Supplied information:
_____

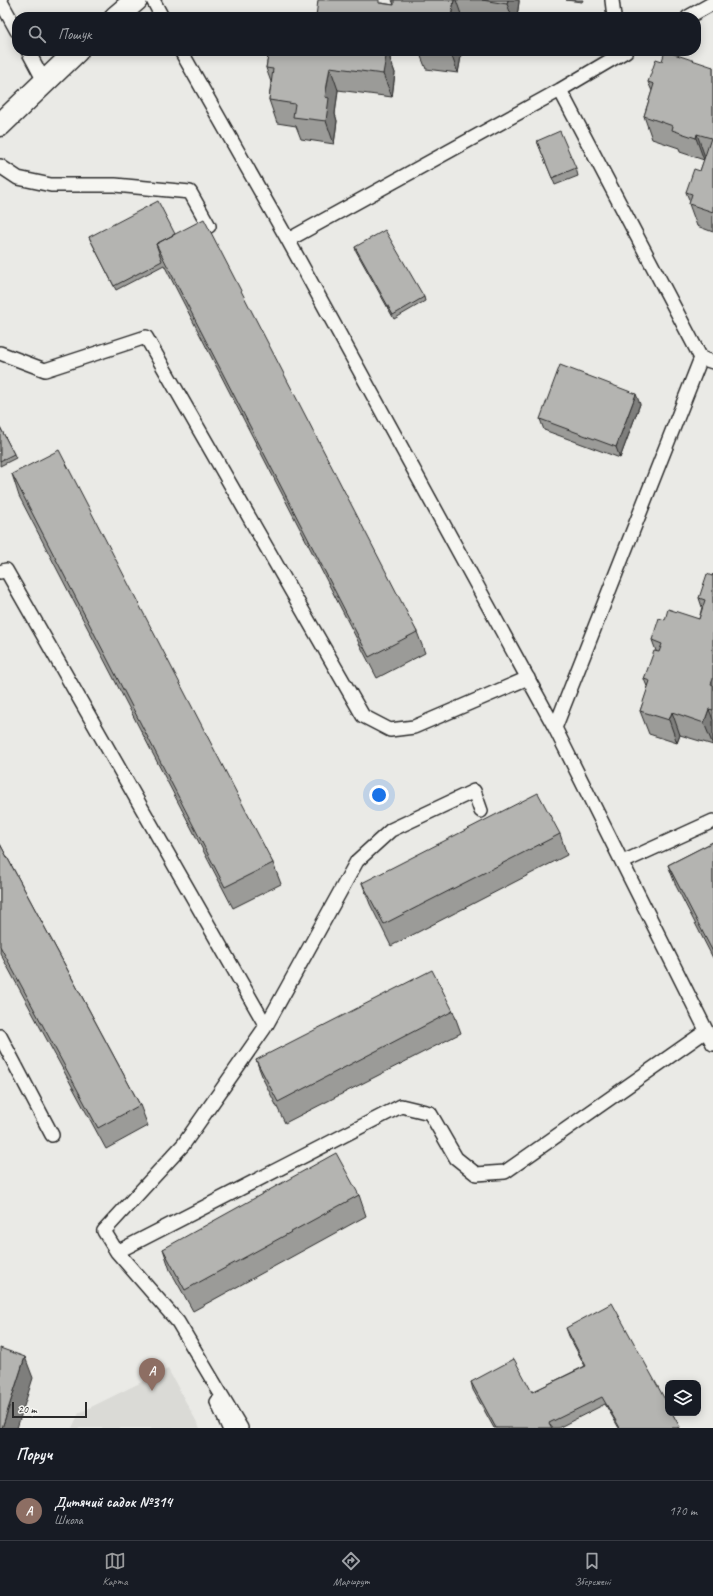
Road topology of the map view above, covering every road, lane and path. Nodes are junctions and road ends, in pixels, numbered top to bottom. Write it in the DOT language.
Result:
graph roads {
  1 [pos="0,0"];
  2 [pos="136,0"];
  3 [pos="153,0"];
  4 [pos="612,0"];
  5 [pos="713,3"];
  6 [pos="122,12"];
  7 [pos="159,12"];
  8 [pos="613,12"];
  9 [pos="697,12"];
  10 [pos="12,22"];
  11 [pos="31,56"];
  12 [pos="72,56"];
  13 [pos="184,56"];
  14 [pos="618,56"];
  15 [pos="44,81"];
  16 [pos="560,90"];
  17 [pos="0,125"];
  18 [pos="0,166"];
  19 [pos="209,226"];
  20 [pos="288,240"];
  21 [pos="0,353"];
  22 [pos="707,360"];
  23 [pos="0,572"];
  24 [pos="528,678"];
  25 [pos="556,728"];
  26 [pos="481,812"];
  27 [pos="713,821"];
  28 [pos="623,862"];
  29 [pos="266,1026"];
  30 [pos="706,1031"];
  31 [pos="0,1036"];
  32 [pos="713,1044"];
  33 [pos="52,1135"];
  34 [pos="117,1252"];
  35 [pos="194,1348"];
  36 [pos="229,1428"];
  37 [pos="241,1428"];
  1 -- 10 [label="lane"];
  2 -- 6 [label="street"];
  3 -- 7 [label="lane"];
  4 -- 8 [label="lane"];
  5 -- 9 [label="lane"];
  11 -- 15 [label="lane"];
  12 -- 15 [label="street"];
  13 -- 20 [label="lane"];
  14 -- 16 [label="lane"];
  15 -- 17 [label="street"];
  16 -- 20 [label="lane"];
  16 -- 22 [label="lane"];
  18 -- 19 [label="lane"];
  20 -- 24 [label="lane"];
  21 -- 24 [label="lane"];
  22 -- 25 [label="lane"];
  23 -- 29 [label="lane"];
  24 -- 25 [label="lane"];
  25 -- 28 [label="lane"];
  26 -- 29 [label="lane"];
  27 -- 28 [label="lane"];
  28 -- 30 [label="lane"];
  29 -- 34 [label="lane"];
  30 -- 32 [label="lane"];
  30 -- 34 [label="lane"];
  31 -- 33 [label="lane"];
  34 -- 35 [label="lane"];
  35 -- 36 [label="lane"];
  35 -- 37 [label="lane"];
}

_____

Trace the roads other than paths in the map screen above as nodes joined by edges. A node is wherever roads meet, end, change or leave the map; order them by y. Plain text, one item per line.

_____

Problem description: Look through the listing, and copy each line in which the string "above" turns up.

Result below:
Road topology of the map view above, covering every road, lane and path. Nodes are junctions and road ends, in pixels, numbered top to bottom. Write it in the DOT language.
Trace the roads other than paths in the map screen above as nodes joined by edges. A node is wherever roads meet, end, change or leave the map; order them by y. Plain text, one item per line.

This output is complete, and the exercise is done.